Start of Block

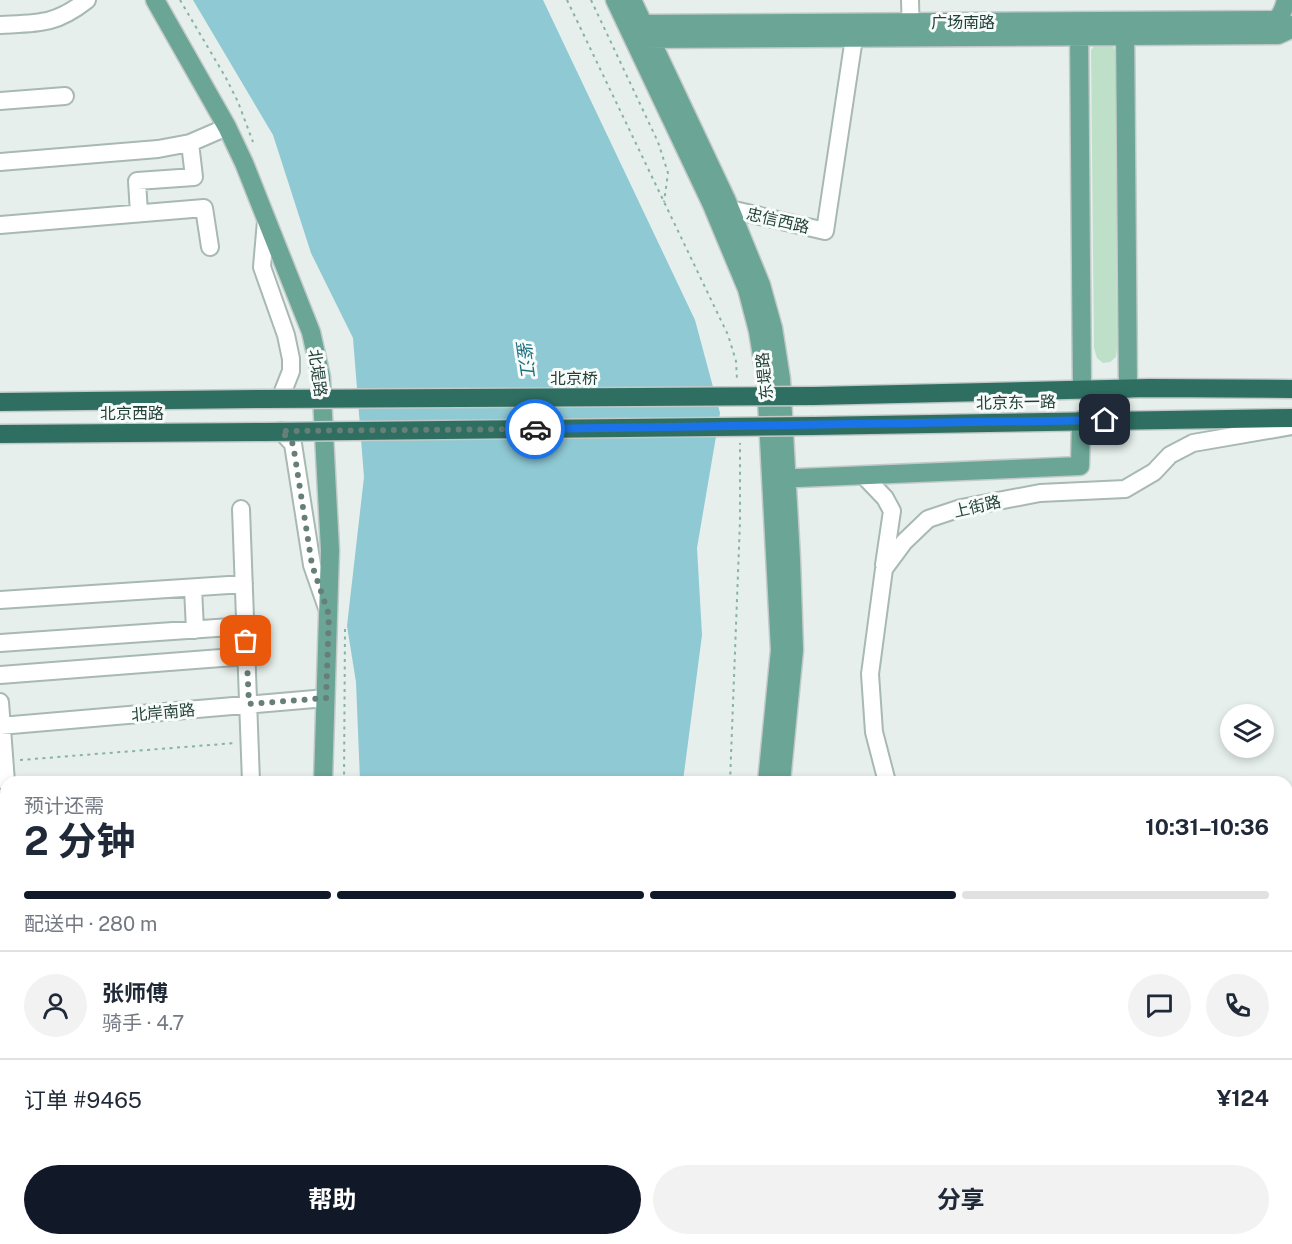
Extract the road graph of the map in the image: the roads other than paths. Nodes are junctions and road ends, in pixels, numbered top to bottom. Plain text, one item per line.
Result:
1 (87, 0) edge
2 (155, 0) edge
3 (615, 0) edge
4 (632, 0) edge
5 (910, 0) edge
6 (1286, 0) edge
7 (0, 25) edge
8 (1292, 25) edge
9 (1079, 29) junction
10 (1125, 29) junction
11 (910, 30) junction
12 (639, 32) junction
13 (854, 38) junction
14 (65, 96) dead end
15 (0, 101) edge
16 (227, 127) junction
17 (190, 143) junction
18 (0, 162) edge
19 (730, 208) junction
20 (139, 213) junction
21 (266, 221) junction
22 (0, 225) edge
23 (210, 247) dead end
24 (1128, 388) junction
25 (1082, 389) junction
26 (1292, 389) edge
27 (814, 396) joint
28 (271, 399) junction
29 (0, 402) edge
30 (1292, 418) edge
31 (1081, 420) junction
32 (1292, 426) edge
33 (273, 431) junction
34 (0, 434) edge
35 (862, 475) junction
36 (779, 478) junction
37 (241, 509) dead end
38 (884, 569) junction
39 (244, 584) junction
40 (194, 588) junction
41 (0, 600) edge
42 (329, 615) junction
43 (245, 626) junction
44 (195, 630) junction
45 (0, 643) edge
46 (247, 656) junction
47 (0, 675) edge
48 (326, 698) junction
49 (0, 702) edge
50 (249, 704) junction
51 (1, 725) edge
52 (5, 776) edge
53 (247, 776) edge
54 (323, 776) edge
55 (768, 776) edge
56 (782, 776) edge
57 (885, 776) edge

1 - 7 street
2 - 16 main road, 北堤路
3 - 12 main road, 东堤路
4 - 12 main road, 东堤路
5 - 11 street
6 - 10 main road, 广场南路
8 - 10 main road, 广场南路
9 - 10 main road, 广场南路
9 - 11 main road, 广场南路
9 - 25 main road
10 - 24 main road
11 - 12 main road, 广场南路
11 - 13 main road, 广场南路
12 - 13 main road, 广场南路
12 - 19 main road, 东堤路
12 - 36 main road, 东堤路
13 - 19 street, 忠信西路
14 - 15 street
16 - 17 street
16 - 21 main road, 北堤路
17 - 18 street
17 - 20 street
19 - 36 main road, 东堤路
20 - 22 street
20 - 23 street
21 - 28 street
21 - 42 main road, 北堤路
24 - 25 highway, 北京东一路
24 - 26 highway, 北京东一路
25 - 27 highway, 北京东一路
27 - 28 highway, 北京桥, bridge
28 - 29 highway, 北京西路
30 - 31 highway, 北京东一路
31 - 33 highway, 北京东一路, bridge
31 - 35 main road
32 - 38 street, 上街路
33 - 34 highway, 北京西路
33 - 42 street
35 - 36 main road
35 - 38 street
36 - 55 main road, 东堤路
36 - 56 main road, 东堤路
37 - 39 street
38 - 57 street, 上街路
39 - 40 street
39 - 43 street
40 - 41 street
40 - 44 street
42 - 48 main road, 北堤路
43 - 44 street
43 - 46 street
44 - 45 street
46 - 47 street
46 - 50 street
48 - 50 street, 北岸南路
48 - 54 main road, 北堤路
49 - 51 street
50 - 51 street, 北岸南路
50 - 53 street
51 - 52 street

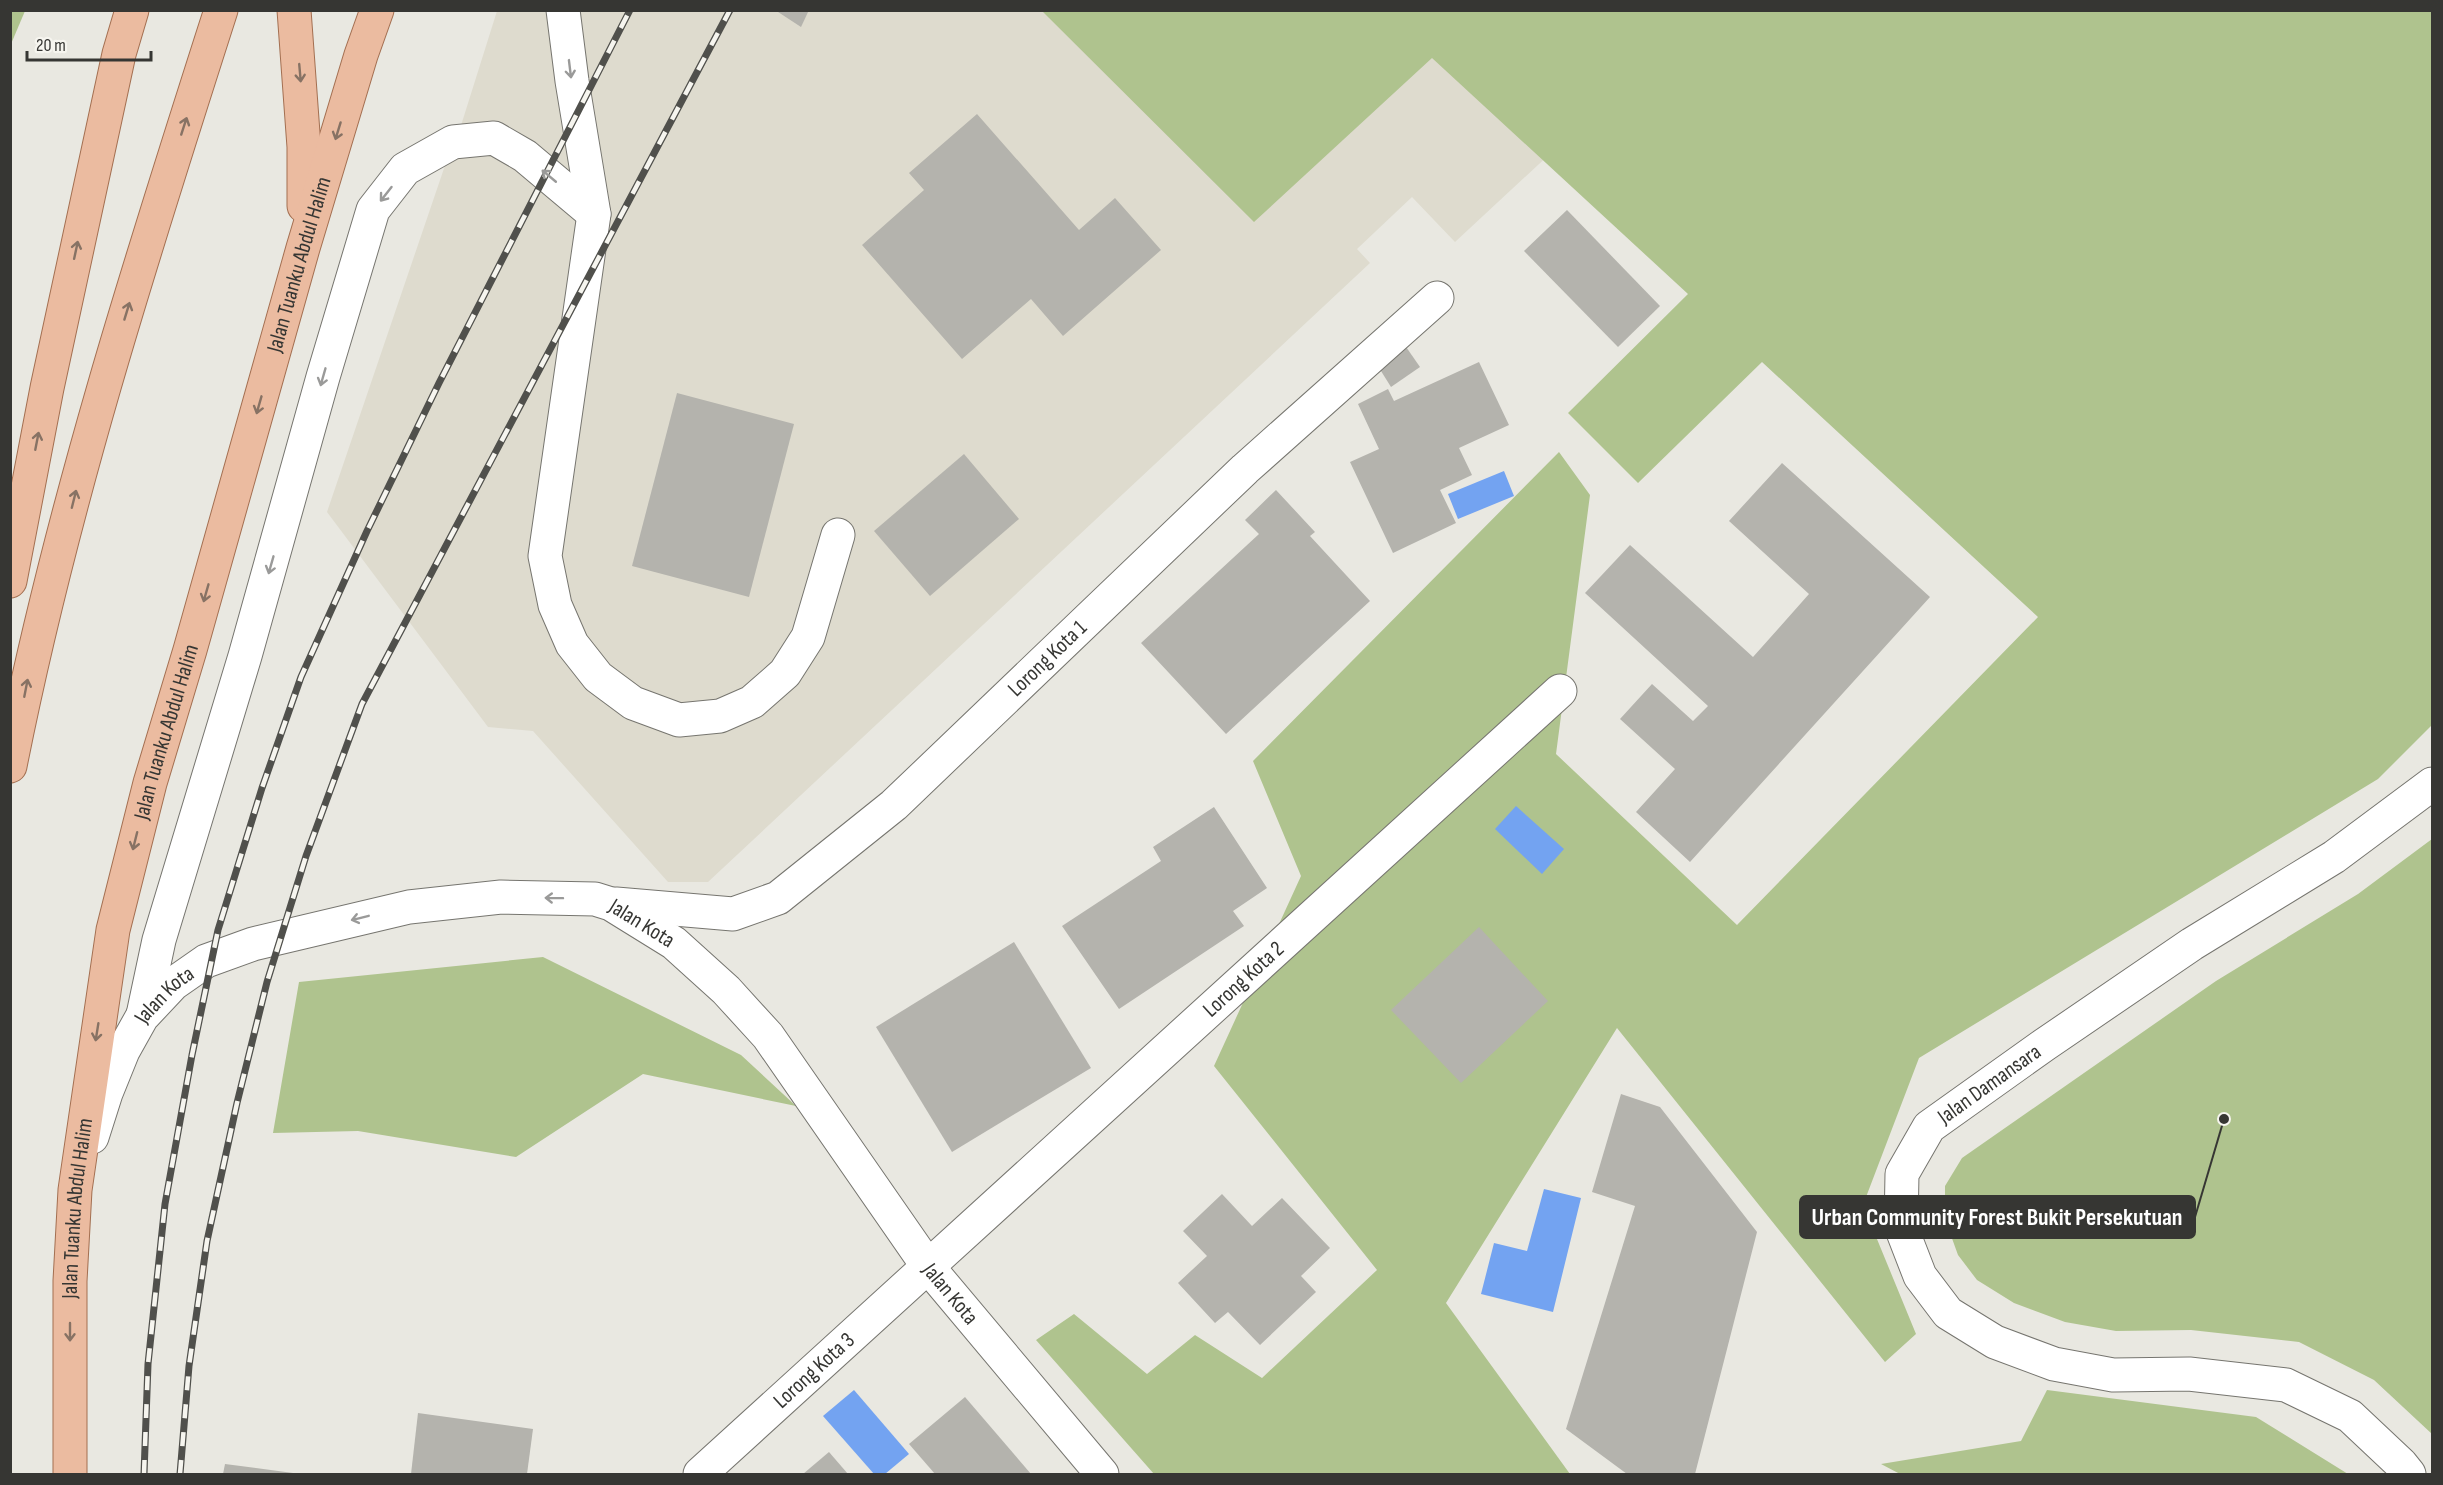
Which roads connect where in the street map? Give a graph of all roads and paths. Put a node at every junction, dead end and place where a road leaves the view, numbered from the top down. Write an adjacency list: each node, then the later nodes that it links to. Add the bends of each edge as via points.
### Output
1 (132, 10): 10 (main road, one-way to 1, via 46,388)
2 (221, 10): 12 (main road, one-way to 2, via 90,432)
3 (377, 10): 7 (main road, Jalan Tuanku Abdul Halim, one-way to 7)
4 (563, 10): 6 (street, one-way to 6)
5 (295, 13): 7 (main road, one-way to 7, via 304,147)
6 (594, 214): 9 (street, via 545,556 555,605 572,644 598,677 633,703 679,720 720,716 752,702 785,674 808,638); 15 (street, one-way to 15, via 525,156 494,138 453,142 405,169 373,210 159,940)
7 (303, 248): 16 (main road, Jalan Tuanku Abdul Halim, one-way to 16, via 150,783 113,930)
8 (1437, 298): 14 (street, Lorong Kota 1, via 1245,470 894,805 778,898 733,914)
9 (838, 536)
10 (10, 581)
11 (1560, 691): 17 (street, Lorong Kota 2)
12 (10, 766)
13 (2433, 784): 21 (street, Jalan Damansara, via 2334,857 2182,951 1929,1127 1902,1174 1901,1227 1920,1276 1948,1313 1995,1341 2054,1364 2113,1374 2189,1374 2286,1384 2349,1416)
14 (611, 904): 15 (street, Jalan Kota, one-way to 15, via 595,899 501,897 410,907 287,936 206,961 173,984); 17 (street, Jalan Kota, via 674,943 726,990 768,1036)
15 (142, 1017): 16 (street, Jalan Kota, via 106,1093)
16 (75, 1190): 18 (main road, Jalan Tuanku Abdul Halim, one-way to 18, via 70,1281)
17 (929, 1268): 19 (street, Lorong Kota 3); 20 (street, Jalan Kota)
18 (70, 1474)
19 (700, 1474)
20 (1102, 1474)
21 (2409, 1474)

End of Block

TASK STATEMENT: Leave out every picture and transcribe the remaining entries exactly.

FINISHED TASK:
Extract the road graph of the map in the image: the roads other than paths. Nodes are junctions and road ends, in pixels, numbered top to bottom. Plain text, one item per line.
Result:
1 (87, 0) edge
2 (155, 0) edge
3 (615, 0) edge
4 (632, 0) edge
5 (910, 0) edge
6 (1286, 0) edge
7 (0, 25) edge
8 (1292, 25) edge
9 (1079, 29) junction
10 (1125, 29) junction
11 (910, 30) junction
12 (639, 32) junction
13 (854, 38) junction
14 (65, 96) dead end
15 (0, 101) edge
16 (227, 127) junction
17 (190, 143) junction
18 (0, 162) edge
19 (730, 208) junction
20 (139, 213) junction
21 (266, 221) junction
22 (0, 225) edge
23 (210, 247) dead end
24 (1128, 388) junction
25 (1082, 389) junction
26 (1292, 389) edge
27 (814, 396) joint
28 (271, 399) junction
29 (0, 402) edge
30 (1292, 418) edge
31 (1081, 420) junction
32 (1292, 426) edge
33 (273, 431) junction
34 (0, 434) edge
35 (862, 475) junction
36 (779, 478) junction
37 (241, 509) dead end
38 (884, 569) junction
39 (244, 584) junction
40 (194, 588) junction
41 (0, 600) edge
42 (329, 615) junction
43 (245, 626) junction
44 (195, 630) junction
45 (0, 643) edge
46 (247, 656) junction
47 (0, 675) edge
48 (326, 698) junction
49 (0, 702) edge
50 (249, 704) junction
51 (1, 725) edge
52 (5, 776) edge
53 (247, 776) edge
54 (323, 776) edge
55 (768, 776) edge
56 (782, 776) edge
57 (885, 776) edge

1 - 7 street
2 - 16 main road, 北堤路
3 - 12 main road, 东堤路
4 - 12 main road, 东堤路
5 - 11 street
6 - 10 main road, 广场南路
8 - 10 main road, 广场南路
9 - 10 main road, 广场南路
9 - 11 main road, 广场南路
9 - 25 main road
10 - 24 main road
11 - 12 main road, 广场南路
11 - 13 main road, 广场南路
12 - 13 main road, 广场南路
12 - 19 main road, 东堤路
12 - 36 main road, 东堤路
13 - 19 street, 忠信西路
14 - 15 street
16 - 17 street
16 - 21 main road, 北堤路
17 - 18 street
17 - 20 street
19 - 36 main road, 东堤路
20 - 22 street
20 - 23 street
21 - 28 street
21 - 42 main road, 北堤路
24 - 25 highway, 北京东一路
24 - 26 highway, 北京东一路
25 - 27 highway, 北京东一路
27 - 28 highway, 北京桥, bridge
28 - 29 highway, 北京西路
30 - 31 highway, 北京东一路
31 - 33 highway, 北京东一路, bridge
31 - 35 main road
32 - 38 street, 上街路
33 - 34 highway, 北京西路
33 - 42 street
35 - 36 main road
35 - 38 street
36 - 55 main road, 东堤路
36 - 56 main road, 东堤路
37 - 39 street
38 - 57 street, 上街路
39 - 40 street
39 - 43 street
40 - 41 street
40 - 44 street
42 - 48 main road, 北堤路
43 - 44 street
43 - 46 street
44 - 45 street
46 - 47 street
46 - 50 street
48 - 50 street, 北岸南路
48 - 54 main road, 北堤路
49 - 51 street
50 - 51 street, 北岸南路
50 - 53 street
51 - 52 street

Which roads connect where in the street map? Give a graph of all roads and paths. Put a node at every junction, dead end and place where a road leaves the view, numbered from the top down. Write an adjacency list: each node, then the later nodes that it links to. Add the bends of each edge as via points.
### Output
1 (132, 10): 10 (main road, one-way to 1, via 46,388)
2 (221, 10): 12 (main road, one-way to 2, via 90,432)
3 (377, 10): 7 (main road, Jalan Tuanku Abdul Halim, one-way to 7)
4 (563, 10): 6 (street, one-way to 6)
5 (295, 13): 7 (main road, one-way to 7, via 304,147)
6 (594, 214): 9 (street, via 545,556 555,605 572,644 598,677 633,703 679,720 720,716 752,702 785,674 808,638); 15 (street, one-way to 15, via 525,156 494,138 453,142 405,169 373,210 159,940)
7 (303, 248): 16 (main road, Jalan Tuanku Abdul Halim, one-way to 16, via 150,783 113,930)
8 (1437, 298): 14 (street, Lorong Kota 1, via 1245,470 894,805 778,898 733,914)
9 (838, 536)
10 (10, 581)
11 (1560, 691): 17 (street, Lorong Kota 2)
12 (10, 766)
13 (2433, 784): 21 (street, Jalan Damansara, via 2334,857 2182,951 1929,1127 1902,1174 1901,1227 1920,1276 1948,1313 1995,1341 2054,1364 2113,1374 2189,1374 2286,1384 2349,1416)
14 (611, 904): 15 (street, Jalan Kota, one-way to 15, via 595,899 501,897 410,907 287,936 206,961 173,984); 17 (street, Jalan Kota, via 674,943 726,990 768,1036)
15 (142, 1017): 16 (street, Jalan Kota, via 106,1093)
16 (75, 1190): 18 (main road, Jalan Tuanku Abdul Halim, one-way to 18, via 70,1281)
17 (929, 1268): 19 (street, Lorong Kota 3); 20 (street, Jalan Kota)
18 (70, 1474)
19 (700, 1474)
20 (1102, 1474)
21 (2409, 1474)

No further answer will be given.